The Industry

Tesla’s Subterfuge-Filled Week in the News

Tesla sued an employee for sabotaging the company. He says he's a whistleblower.
Tesla sued an employee for sabotaging the company. He says he’s a whistleblower.
Spencer Platt/Getty Images

It’s been a bizarre week for Tesla, as reports of subversion and paranoia swirl around the company. The week began with leaked emails from CEO Elon Musk warning employees of sabotage and ended with the alleged saboteur casting himself instead as a whistleblower who was exposing the company.

On Monday, CNBC published two emails that Musk had sent to all Tesla employees over the course of two days urging them to be on the lookout for suspicious activity. He wrote in the first email that management discovered over the weekend that a disgruntled employee who lost out on a promotion had been making malicious coding changes to the company’s manufacturing operating system and sending large amounts of confidential data to third parties.

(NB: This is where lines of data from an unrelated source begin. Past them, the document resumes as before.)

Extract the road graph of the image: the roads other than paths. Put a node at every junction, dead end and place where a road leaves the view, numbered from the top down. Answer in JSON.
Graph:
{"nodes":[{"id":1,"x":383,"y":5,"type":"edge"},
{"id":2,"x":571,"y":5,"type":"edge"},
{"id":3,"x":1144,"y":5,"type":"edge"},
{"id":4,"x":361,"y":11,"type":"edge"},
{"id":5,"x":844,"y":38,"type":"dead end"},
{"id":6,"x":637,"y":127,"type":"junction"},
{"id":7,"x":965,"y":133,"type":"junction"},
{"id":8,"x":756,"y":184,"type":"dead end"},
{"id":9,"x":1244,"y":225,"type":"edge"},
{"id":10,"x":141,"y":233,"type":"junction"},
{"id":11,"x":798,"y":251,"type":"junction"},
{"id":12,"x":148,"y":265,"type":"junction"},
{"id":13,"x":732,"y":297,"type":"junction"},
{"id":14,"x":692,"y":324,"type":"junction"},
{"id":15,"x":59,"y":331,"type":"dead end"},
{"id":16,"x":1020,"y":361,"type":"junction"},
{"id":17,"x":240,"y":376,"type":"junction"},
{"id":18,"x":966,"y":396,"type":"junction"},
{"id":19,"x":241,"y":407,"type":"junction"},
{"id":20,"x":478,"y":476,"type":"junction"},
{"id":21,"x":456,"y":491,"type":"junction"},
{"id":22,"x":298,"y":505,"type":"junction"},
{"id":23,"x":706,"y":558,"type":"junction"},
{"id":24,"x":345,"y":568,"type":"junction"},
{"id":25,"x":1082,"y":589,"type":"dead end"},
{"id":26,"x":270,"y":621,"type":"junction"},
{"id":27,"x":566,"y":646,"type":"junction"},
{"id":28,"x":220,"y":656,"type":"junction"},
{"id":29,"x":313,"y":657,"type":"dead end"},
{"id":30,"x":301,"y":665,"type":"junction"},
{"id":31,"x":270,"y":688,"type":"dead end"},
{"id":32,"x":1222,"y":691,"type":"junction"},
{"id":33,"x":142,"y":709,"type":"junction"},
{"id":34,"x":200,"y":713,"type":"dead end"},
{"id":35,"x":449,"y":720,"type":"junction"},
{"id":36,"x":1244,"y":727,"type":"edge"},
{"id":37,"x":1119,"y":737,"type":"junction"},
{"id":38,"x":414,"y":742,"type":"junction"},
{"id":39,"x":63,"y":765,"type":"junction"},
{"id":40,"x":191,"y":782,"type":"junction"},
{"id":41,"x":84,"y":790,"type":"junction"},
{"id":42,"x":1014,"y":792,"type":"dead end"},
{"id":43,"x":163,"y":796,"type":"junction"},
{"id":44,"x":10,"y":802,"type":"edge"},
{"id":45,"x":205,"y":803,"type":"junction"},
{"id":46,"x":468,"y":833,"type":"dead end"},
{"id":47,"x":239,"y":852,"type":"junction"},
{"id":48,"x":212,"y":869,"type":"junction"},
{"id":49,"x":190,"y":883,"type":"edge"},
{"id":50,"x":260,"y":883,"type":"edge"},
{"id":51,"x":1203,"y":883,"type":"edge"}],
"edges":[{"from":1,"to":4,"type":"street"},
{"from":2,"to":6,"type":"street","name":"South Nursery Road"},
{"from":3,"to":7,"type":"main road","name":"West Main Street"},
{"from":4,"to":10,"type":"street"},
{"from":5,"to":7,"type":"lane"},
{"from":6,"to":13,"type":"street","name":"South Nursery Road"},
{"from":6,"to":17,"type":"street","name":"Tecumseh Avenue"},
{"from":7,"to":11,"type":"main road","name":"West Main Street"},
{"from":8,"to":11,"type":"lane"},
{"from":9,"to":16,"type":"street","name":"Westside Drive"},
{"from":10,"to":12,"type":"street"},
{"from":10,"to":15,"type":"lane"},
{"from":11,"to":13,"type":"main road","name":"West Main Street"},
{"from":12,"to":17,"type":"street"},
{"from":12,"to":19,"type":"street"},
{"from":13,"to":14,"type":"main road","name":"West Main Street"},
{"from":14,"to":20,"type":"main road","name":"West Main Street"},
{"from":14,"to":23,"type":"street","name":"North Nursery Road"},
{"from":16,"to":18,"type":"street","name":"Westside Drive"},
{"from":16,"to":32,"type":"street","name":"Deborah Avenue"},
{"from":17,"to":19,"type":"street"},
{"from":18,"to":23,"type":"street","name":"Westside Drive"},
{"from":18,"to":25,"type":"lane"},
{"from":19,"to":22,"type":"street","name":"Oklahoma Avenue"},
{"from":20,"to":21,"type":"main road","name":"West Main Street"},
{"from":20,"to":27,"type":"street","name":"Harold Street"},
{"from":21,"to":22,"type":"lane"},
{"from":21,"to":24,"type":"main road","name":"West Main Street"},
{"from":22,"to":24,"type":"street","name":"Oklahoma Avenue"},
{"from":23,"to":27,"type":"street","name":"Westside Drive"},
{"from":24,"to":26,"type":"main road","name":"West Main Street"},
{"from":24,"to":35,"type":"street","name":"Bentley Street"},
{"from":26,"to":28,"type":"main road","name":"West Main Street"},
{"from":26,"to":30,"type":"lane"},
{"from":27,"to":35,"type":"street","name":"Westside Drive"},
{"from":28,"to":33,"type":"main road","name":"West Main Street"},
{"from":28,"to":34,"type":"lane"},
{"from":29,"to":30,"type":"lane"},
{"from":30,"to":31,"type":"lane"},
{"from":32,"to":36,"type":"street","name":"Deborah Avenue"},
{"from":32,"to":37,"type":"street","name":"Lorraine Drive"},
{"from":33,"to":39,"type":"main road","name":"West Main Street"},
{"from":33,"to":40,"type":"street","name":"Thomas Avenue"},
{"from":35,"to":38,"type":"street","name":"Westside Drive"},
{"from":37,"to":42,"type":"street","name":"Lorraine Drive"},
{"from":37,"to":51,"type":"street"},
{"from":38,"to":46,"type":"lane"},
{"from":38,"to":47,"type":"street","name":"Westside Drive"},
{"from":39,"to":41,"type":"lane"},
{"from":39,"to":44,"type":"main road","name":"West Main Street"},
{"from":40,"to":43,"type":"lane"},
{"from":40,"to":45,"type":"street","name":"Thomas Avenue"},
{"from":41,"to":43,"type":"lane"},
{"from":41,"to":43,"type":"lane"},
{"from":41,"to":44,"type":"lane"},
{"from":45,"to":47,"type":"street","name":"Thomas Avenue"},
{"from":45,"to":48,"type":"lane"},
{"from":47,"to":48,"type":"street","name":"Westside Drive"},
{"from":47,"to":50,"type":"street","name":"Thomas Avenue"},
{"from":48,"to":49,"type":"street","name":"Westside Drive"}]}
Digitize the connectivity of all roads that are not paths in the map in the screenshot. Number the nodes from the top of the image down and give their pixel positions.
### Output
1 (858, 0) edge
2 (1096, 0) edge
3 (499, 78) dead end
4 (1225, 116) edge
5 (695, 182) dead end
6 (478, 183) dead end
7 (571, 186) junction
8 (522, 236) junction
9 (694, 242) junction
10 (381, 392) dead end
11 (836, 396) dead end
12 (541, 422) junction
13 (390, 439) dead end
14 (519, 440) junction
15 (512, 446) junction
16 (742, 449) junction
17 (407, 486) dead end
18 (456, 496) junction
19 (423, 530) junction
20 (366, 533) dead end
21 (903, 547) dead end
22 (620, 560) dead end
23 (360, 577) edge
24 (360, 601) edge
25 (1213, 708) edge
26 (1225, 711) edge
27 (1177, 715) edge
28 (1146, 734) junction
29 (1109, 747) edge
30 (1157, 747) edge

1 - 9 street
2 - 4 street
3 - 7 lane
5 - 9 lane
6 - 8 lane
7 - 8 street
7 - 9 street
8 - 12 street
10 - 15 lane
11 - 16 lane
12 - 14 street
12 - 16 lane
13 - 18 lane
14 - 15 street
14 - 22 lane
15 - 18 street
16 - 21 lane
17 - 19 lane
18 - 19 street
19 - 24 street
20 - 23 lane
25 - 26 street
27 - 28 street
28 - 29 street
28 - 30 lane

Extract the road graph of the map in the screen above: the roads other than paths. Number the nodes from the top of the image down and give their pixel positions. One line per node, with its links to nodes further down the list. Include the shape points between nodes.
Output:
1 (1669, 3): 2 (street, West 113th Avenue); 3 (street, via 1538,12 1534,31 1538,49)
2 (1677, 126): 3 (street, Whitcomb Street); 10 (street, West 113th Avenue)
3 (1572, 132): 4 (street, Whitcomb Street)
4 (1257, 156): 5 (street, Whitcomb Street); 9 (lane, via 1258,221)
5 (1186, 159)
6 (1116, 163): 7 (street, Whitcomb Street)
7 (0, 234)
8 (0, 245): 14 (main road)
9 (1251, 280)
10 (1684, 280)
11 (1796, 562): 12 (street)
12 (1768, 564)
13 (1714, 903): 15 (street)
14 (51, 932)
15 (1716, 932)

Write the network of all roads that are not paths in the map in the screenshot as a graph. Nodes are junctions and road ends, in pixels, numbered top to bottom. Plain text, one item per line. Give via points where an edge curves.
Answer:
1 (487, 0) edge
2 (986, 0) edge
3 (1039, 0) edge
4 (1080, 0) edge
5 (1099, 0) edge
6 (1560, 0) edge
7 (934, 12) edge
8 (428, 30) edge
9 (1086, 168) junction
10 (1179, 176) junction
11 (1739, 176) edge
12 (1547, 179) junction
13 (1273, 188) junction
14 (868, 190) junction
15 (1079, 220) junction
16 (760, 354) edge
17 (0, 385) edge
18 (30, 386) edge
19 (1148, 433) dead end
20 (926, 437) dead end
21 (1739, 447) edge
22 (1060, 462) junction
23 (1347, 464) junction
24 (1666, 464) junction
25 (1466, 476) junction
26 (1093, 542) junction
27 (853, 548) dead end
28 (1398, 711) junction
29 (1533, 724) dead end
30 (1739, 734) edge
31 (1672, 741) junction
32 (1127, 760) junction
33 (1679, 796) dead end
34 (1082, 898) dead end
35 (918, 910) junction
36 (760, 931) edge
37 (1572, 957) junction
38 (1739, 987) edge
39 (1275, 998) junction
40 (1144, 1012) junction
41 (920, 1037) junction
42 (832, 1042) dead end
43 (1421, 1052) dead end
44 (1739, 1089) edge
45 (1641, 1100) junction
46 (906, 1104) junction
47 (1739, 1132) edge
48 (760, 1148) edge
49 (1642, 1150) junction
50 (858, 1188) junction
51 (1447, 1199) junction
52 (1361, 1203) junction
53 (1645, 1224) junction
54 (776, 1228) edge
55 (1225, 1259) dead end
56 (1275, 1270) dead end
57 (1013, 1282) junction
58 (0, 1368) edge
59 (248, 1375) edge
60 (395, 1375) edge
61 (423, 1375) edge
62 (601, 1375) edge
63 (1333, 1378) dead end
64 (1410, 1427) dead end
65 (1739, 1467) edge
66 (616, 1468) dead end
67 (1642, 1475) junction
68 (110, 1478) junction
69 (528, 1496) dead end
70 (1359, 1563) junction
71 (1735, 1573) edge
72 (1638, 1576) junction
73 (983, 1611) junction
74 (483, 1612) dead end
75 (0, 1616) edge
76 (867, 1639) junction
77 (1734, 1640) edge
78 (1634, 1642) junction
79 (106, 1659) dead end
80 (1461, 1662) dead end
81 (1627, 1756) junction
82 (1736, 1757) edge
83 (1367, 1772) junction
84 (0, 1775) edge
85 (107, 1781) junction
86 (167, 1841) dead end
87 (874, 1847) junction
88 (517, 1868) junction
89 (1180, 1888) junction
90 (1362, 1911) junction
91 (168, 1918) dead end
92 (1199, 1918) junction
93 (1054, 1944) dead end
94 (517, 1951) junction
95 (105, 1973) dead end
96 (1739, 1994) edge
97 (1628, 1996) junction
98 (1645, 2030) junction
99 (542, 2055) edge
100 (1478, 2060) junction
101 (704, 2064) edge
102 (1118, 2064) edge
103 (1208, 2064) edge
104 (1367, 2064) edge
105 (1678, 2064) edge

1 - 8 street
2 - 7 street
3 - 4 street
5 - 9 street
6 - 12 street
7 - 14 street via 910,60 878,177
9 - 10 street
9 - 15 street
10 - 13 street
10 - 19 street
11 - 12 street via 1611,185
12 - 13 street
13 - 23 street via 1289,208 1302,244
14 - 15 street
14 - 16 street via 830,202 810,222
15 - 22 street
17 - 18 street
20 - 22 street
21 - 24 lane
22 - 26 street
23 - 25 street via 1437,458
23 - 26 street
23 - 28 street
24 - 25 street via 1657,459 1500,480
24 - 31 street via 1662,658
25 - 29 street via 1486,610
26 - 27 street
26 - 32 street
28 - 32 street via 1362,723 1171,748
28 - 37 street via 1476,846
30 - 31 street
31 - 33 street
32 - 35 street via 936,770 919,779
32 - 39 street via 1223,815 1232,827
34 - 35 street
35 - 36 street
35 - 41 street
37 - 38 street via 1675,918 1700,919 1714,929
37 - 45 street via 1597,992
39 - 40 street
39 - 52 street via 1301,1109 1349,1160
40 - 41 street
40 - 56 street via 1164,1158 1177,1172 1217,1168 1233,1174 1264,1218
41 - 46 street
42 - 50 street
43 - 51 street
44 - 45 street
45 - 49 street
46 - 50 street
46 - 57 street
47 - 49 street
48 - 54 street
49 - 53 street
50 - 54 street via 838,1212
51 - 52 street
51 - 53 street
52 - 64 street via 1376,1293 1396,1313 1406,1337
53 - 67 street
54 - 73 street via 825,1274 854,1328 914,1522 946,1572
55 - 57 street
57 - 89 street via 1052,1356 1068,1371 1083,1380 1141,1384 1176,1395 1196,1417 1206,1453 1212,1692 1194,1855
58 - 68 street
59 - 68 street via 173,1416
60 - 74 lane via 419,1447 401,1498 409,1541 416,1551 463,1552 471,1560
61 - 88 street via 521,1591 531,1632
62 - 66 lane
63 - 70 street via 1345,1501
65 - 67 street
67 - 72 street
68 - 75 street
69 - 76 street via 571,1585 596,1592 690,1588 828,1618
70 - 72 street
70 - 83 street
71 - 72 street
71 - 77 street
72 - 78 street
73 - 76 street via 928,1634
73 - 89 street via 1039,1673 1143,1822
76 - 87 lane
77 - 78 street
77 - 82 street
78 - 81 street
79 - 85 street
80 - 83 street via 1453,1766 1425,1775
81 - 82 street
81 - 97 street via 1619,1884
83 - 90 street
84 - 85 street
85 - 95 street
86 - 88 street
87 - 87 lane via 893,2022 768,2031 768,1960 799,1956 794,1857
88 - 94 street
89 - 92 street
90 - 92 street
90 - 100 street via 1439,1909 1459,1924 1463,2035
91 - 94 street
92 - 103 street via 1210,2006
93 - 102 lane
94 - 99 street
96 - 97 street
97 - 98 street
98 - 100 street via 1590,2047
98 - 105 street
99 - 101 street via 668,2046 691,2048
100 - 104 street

Though it didn’t initially appear that the saboteur had been doing the bidding of an outside actor, Musk suggested that Wall Street short sellers, oil companies, and gas and diesel car competitors all “want Tesla to die” and may be willing to resort to cloak-and-dagger tactics. The second company-wide email informed employees of a factory fire that had held up manufacturing for several hours on Sunday night. Musk wrote that the fire was “hard to explain” and, though it could have just been a “random event,” he urged employees to follow former Intel CEO Andrew Grove’s motto: “Only the paranoid survive.”

Tesla then filed a lawsuit against the alleged renegade employee, 40-year-old Martin Tripp, on Wednesday seeking $1 million in damages and permission to search his email, cloud accounts, personal USB and computer memory, and cellphone communications. The lawsuit alleges that Tripp took dozens of photographs of Tesla’s manufacturing systems, wrote code to export data from an internal network, sabotaged the company’s operating system, and made false claims to the media about the scrap material that its factories have been producing. Shortly after Tesla filed the suit, the company claimed that it had to lock down its Nevada Gigafactory for several hours because it had received a call from Tripp’s friend claiming that he planned to “shoot the place up.” The local sheriff’s office conducted an investigation and found that there was “no credible threat.”

The story then grew even more outlandish when Tripp began presenting his version of the events to multiple media outlets. Tripp said he had never made any threats, telling the Washington Post that the claim was “absurd” and “insane.” He also claimed that he had been leaking information to reporters but never tampered with any operating systems, and thus identifies as a “whistleblower” rather than a saboteur. Tripp accused Tesla of placing faulty batteries that had been punctured by a haywire robot into 732 Model 3 sedans, and had provided internal documents to Business Insider for a report that came out in early June. “The data I was collecting was so severe, I had to go to the media,” he told CNN. (Tesla has maintained that it discarded the damaged batteries.) Tripp also alleged that Tesla has been inflating its Model 3 production numbers and storing scrap in an unsafe manner.

Several outlets obtained a fiery email exchange between Tripp and Musk on Thursday, in which the former employee wrote, “Don’t worry, you have what’s coming to you for the lies you have told to the public and investors.” The CEO wrote, “You should ashamed of yourself for framing other people. You’re a horrible human being.”